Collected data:

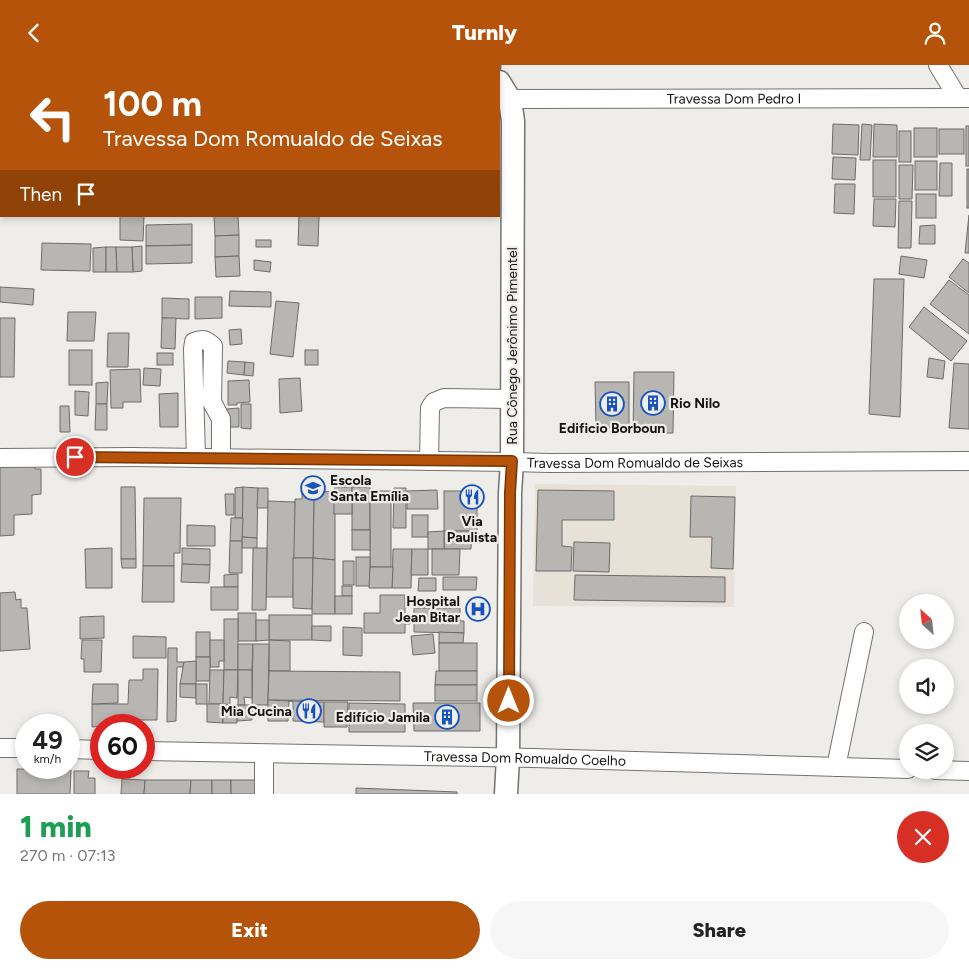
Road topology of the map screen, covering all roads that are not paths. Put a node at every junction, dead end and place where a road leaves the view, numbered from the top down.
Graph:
1 (938, 65) edge
2 (502, 93) edge
3 (963, 98) edge
4 (512, 399) junction
5 (0, 458) edge
6 (196, 458) junction
7 (221, 458) junction
8 (430, 461) junction
9 (512, 461) junction
10 (969, 461) edge
11 (864, 632) dead end
12 (0, 748) edge
13 (15, 748) edge
14 (155, 751) edge
15 (264, 754) junction
16 (508, 757) junction
17 (836, 767) junction
18 (899, 769) edge
19 (954, 771) edge
20 (969, 771) edge
21 (264, 794) edge
22 (506, 794) edge

1 - 3 street
2 - 3 street, Travessa Dom Pedro I
2 - 4 main road, Rua Cônego Jerônimo Pimentel
4 - 8 street
4 - 9 main road, Rua Cônego Jerônimo Pimentel
5 - 6 street, Travessa Dom Romualdo de Seixas
6 - 7 street, Travessa Dom Romualdo de Seixas
6 - 7 street
7 - 8 street, Travessa Dom Romualdo de Seixas
8 - 9 street, Travessa Dom Romualdo de Seixas
9 - 10 street, Travessa Dom Romualdo de Seixas
9 - 16 main road, Rua Cônego Jerônimo Pimentel
11 - 17 street
12 - 13 street
14 - 15 street, Travessa Dom Romualdo Coelho
15 - 16 street, Travessa Dom Romualdo Coelho
15 - 21 street
16 - 17 street, Travessa Dom Romualdo Coelho
16 - 22 main road, Rua Cônego Jerônimo Pimentel
17 - 18 street, Travessa Dom Romualdo Coelho
19 - 20 street

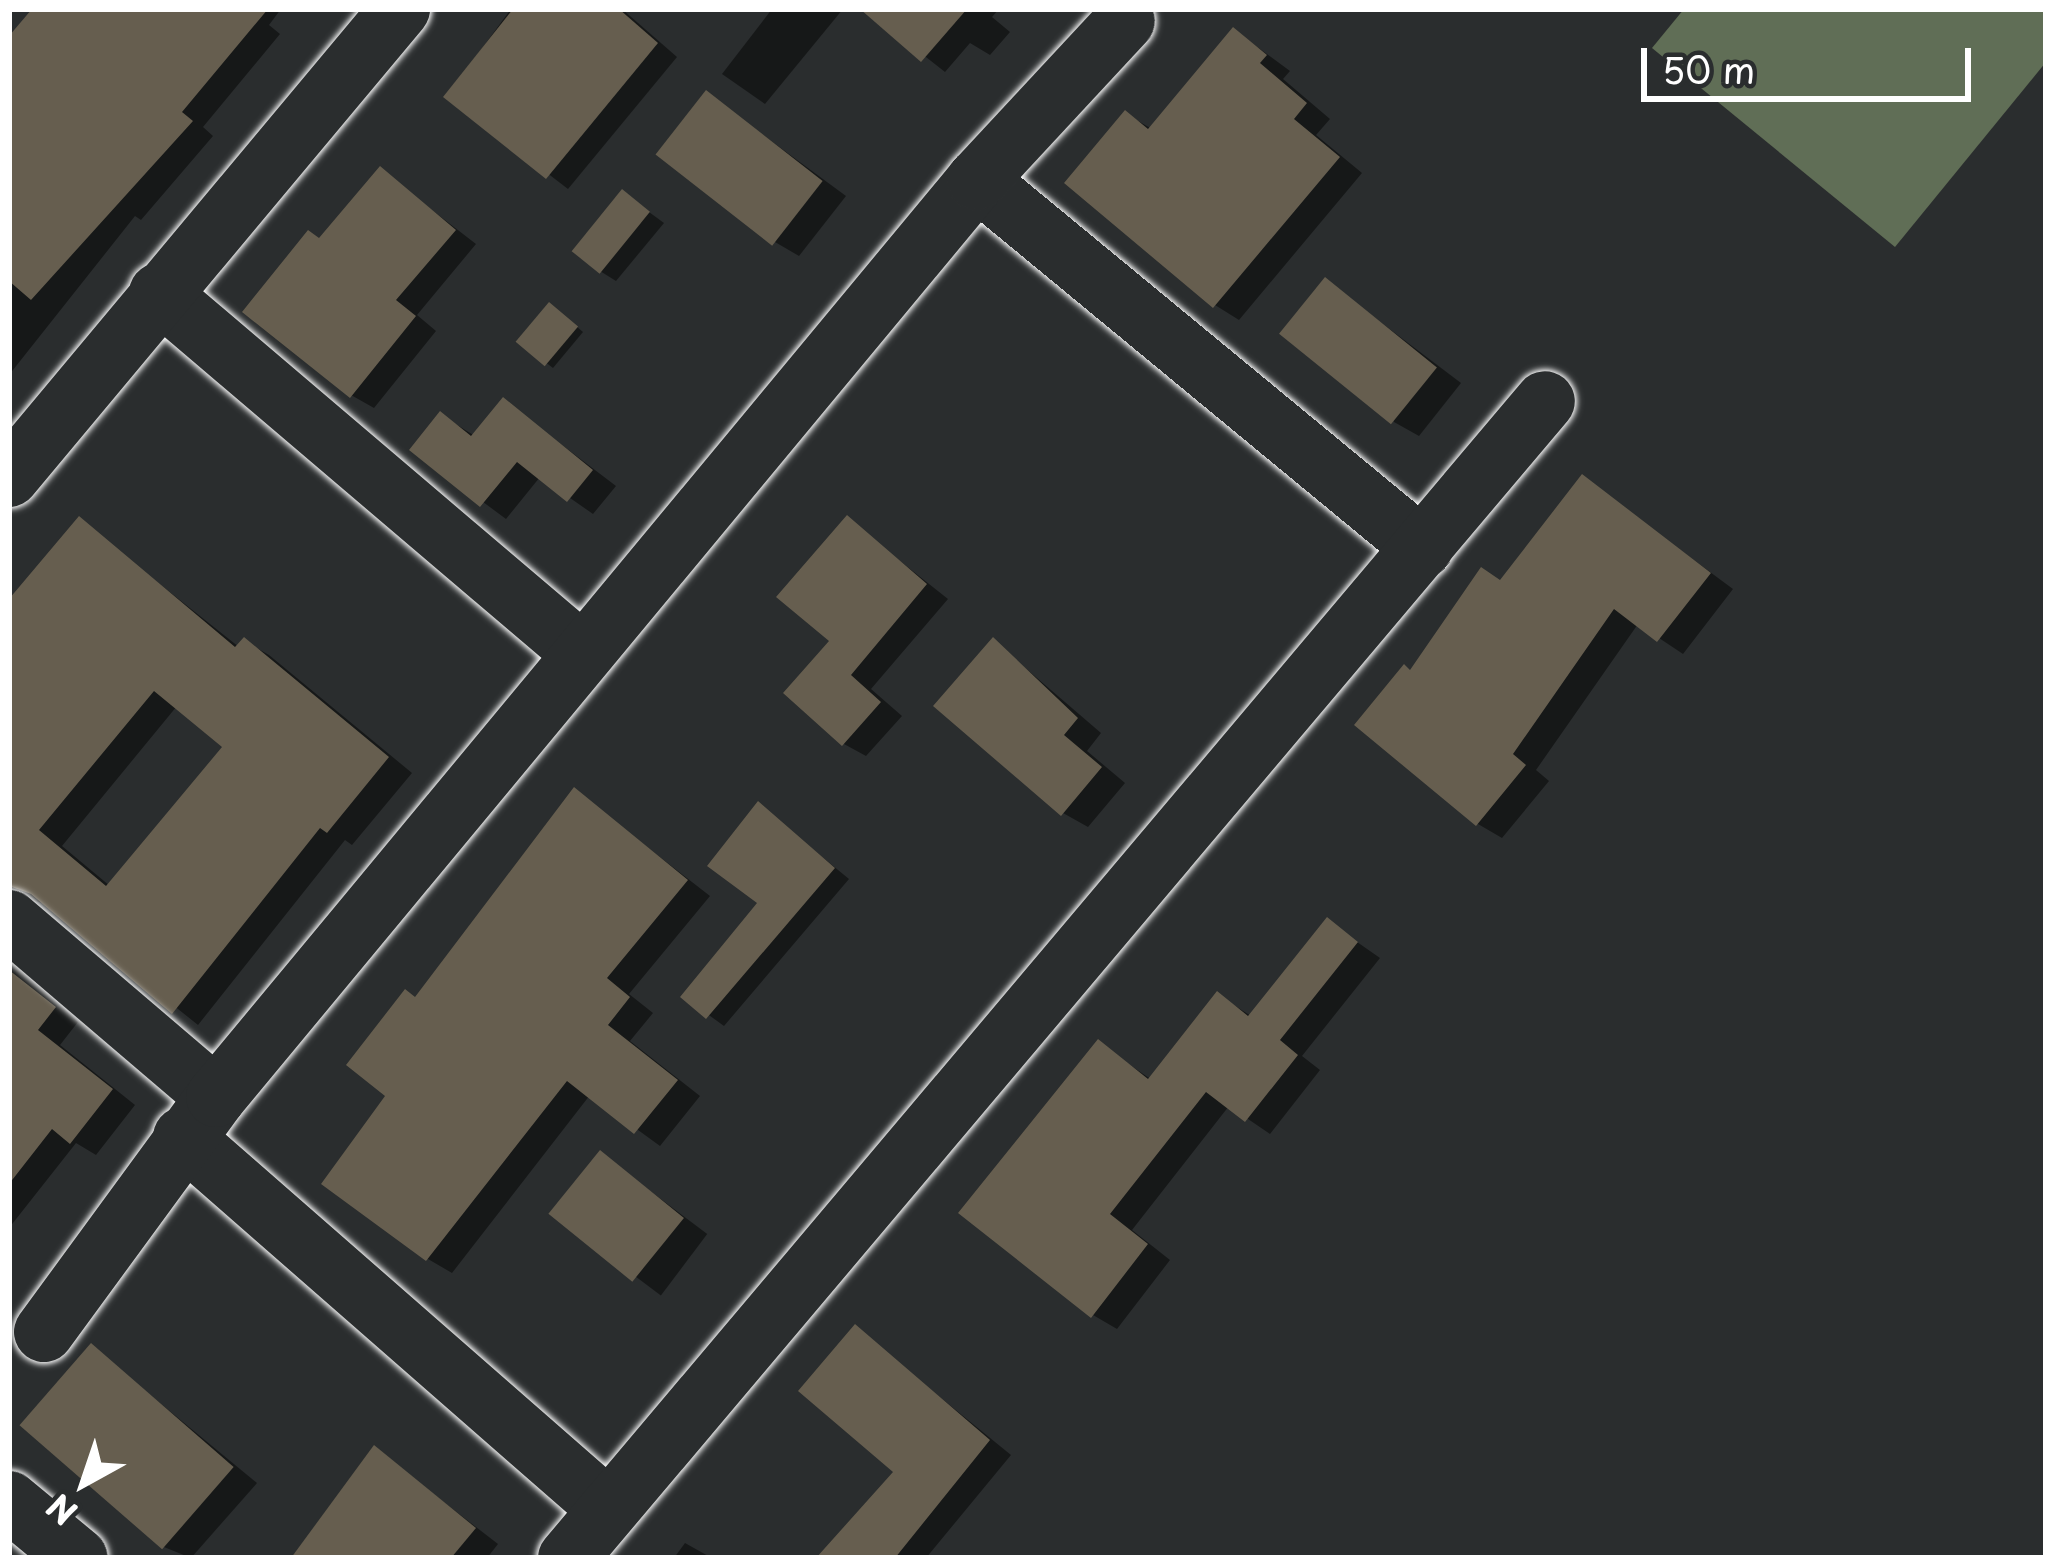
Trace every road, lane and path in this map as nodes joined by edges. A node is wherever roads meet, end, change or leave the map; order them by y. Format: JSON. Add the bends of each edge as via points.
{"nodes":[{"id":1,"x":400,"y":9,"type":"edge"},
{"id":2,"x":1125,"y":21,"type":"dead end"},
{"id":3,"x":977,"y":180,"type":"junction"},
{"id":4,"x":159,"y":293,"type":"junction"},
{"id":5,"x":1546,"y":401,"type":"dead end"},
{"id":6,"x":9,"y":477,"type":"edge"},
{"id":7,"x":1424,"y":548,"type":"junction"},
{"id":8,"x":582,"y":653,"type":"junction"},
{"id":9,"x":9,"y":920,"type":"edge"},
{"id":10,"x":199,"y":1117,"type":"junction"},
{"id":11,"x":44,"y":1332,"type":"dead end"},
{"id":12,"x":9,"y":1501,"type":"edge"},
{"id":13,"x":606,"y":1507,"type":"junction"},
{"id":14,"x":78,"y":1558,"type":"edge"},
{"id":15,"x":568,"y":1558,"type":"edge"}],
"edges":[{"from":1,"to":4,"type":"street"},
{"from":2,"to":3,"type":"street"},
{"from":3,"to":7,"type":"street"},
{"from":3,"to":8,"type":"street"},
{"from":4,"to":6,"type":"street"},
{"from":4,"to":8,"type":"street"},
{"from":5,"to":7,"type":"street"},
{"from":7,"to":13,"type":"street"},
{"from":8,"to":10,"type":"street"},
{"from":9,"to":10,"type":"street"},
{"from":10,"to":11,"type":"street"},
{"from":10,"to":13,"type":"street"},
{"from":12,"to":14,"type":"street"},
{"from":13,"to":15,"type":"street"}]}
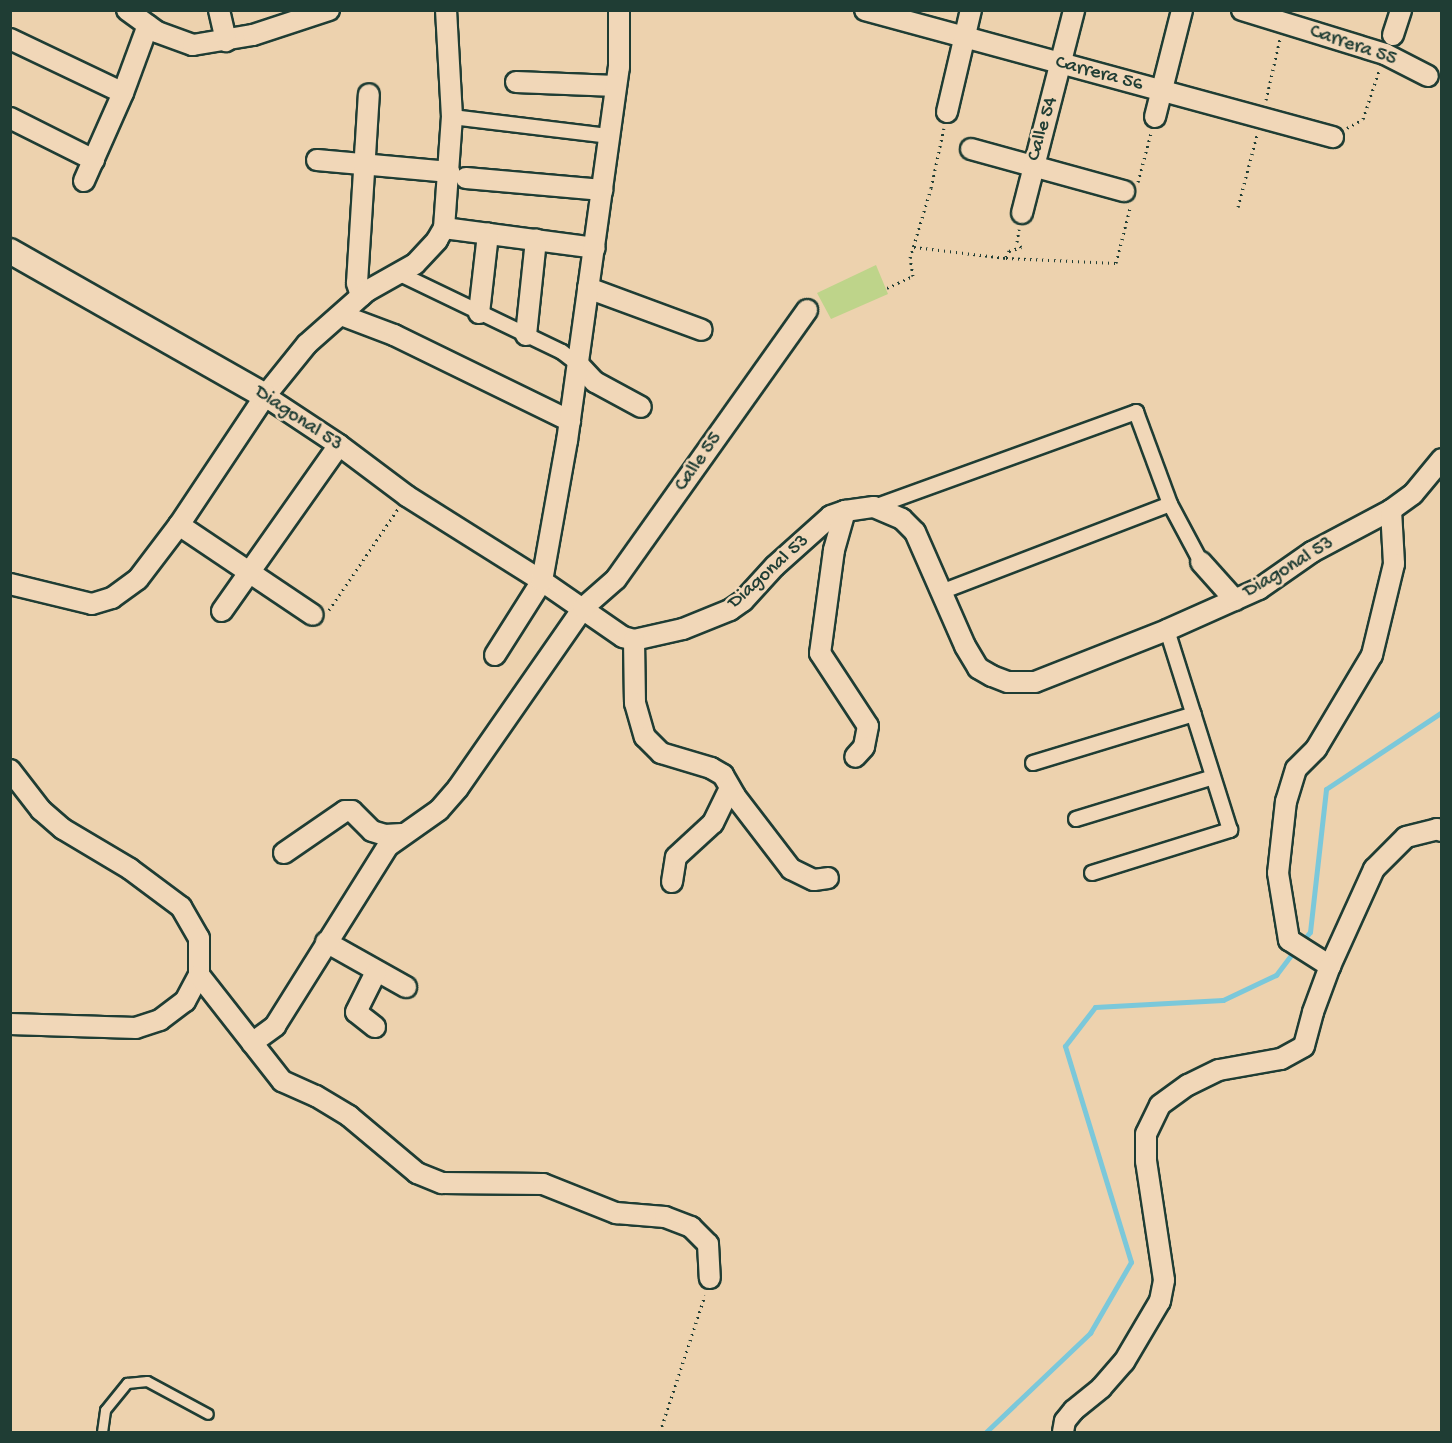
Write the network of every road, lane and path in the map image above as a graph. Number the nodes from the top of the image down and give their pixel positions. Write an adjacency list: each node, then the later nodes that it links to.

* _PROBLEM TO WORK ON_: Retype the entries verbatim and drop the pictures.

* _SOLUTION FOR THIS EXERCISE_:
Road topology of the map screen, covering all roads that are not paths. Put a node at every junction, dead end and place where a road leaves the view, numbered from the top down.
Graph:
1 (938, 65) edge
2 (502, 93) edge
3 (963, 98) edge
4 (512, 399) junction
5 (0, 458) edge
6 (196, 458) junction
7 (221, 458) junction
8 (430, 461) junction
9 (512, 461) junction
10 (969, 461) edge
11 (864, 632) dead end
12 (0, 748) edge
13 (15, 748) edge
14 (155, 751) edge
15 (264, 754) junction
16 (508, 757) junction
17 (836, 767) junction
18 (899, 769) edge
19 (954, 771) edge
20 (969, 771) edge
21 (264, 794) edge
22 (506, 794) edge

1 - 3 street
2 - 3 street, Travessa Dom Pedro I
2 - 4 main road, Rua Cônego Jerônimo Pimentel
4 - 8 street
4 - 9 main road, Rua Cônego Jerônimo Pimentel
5 - 6 street, Travessa Dom Romualdo de Seixas
6 - 7 street, Travessa Dom Romualdo de Seixas
6 - 7 street
7 - 8 street, Travessa Dom Romualdo de Seixas
8 - 9 street, Travessa Dom Romualdo de Seixas
9 - 10 street, Travessa Dom Romualdo de Seixas
9 - 16 main road, Rua Cônego Jerônimo Pimentel
11 - 17 street
12 - 13 street
14 - 15 street, Travessa Dom Romualdo Coelho
15 - 16 street, Travessa Dom Romualdo Coelho
15 - 21 street
16 - 17 street, Travessa Dom Romualdo Coelho
16 - 22 main road, Rua Cônego Jerônimo Pimentel
17 - 18 street, Travessa Dom Romualdo Coelho
19 - 20 street

Trace every road, lane and path in this map as nodes joined by edges. A node is wherever roads meet, end, change or leave the map; order them by y. Format: JSON. Add the bends of each edge as via points.
{"nodes":[{"id":1,"x":400,"y":9,"type":"edge"},
{"id":2,"x":1125,"y":21,"type":"dead end"},
{"id":3,"x":977,"y":180,"type":"junction"},
{"id":4,"x":159,"y":293,"type":"junction"},
{"id":5,"x":1546,"y":401,"type":"dead end"},
{"id":6,"x":9,"y":477,"type":"edge"},
{"id":7,"x":1424,"y":548,"type":"junction"},
{"id":8,"x":582,"y":653,"type":"junction"},
{"id":9,"x":9,"y":920,"type":"edge"},
{"id":10,"x":199,"y":1117,"type":"junction"},
{"id":11,"x":44,"y":1332,"type":"dead end"},
{"id":12,"x":9,"y":1501,"type":"edge"},
{"id":13,"x":606,"y":1507,"type":"junction"},
{"id":14,"x":78,"y":1558,"type":"edge"},
{"id":15,"x":568,"y":1558,"type":"edge"}],
"edges":[{"from":1,"to":4,"type":"street"},
{"from":2,"to":3,"type":"street"},
{"from":3,"to":7,"type":"street"},
{"from":3,"to":8,"type":"street"},
{"from":4,"to":6,"type":"street"},
{"from":4,"to":8,"type":"street"},
{"from":5,"to":7,"type":"street"},
{"from":7,"to":13,"type":"street"},
{"from":8,"to":10,"type":"street"},
{"from":9,"to":10,"type":"street"},
{"from":10,"to":11,"type":"street"},
{"from":10,"to":13,"type":"street"},
{"from":12,"to":14,"type":"street"},
{"from":13,"to":15,"type":"street"}]}
Write the network of every road, lane and path in the map image above as a graph. Number the nodes from the top of the image down and give their pixel positions. Write an adjacency list: each node, then the later nodes that it links to.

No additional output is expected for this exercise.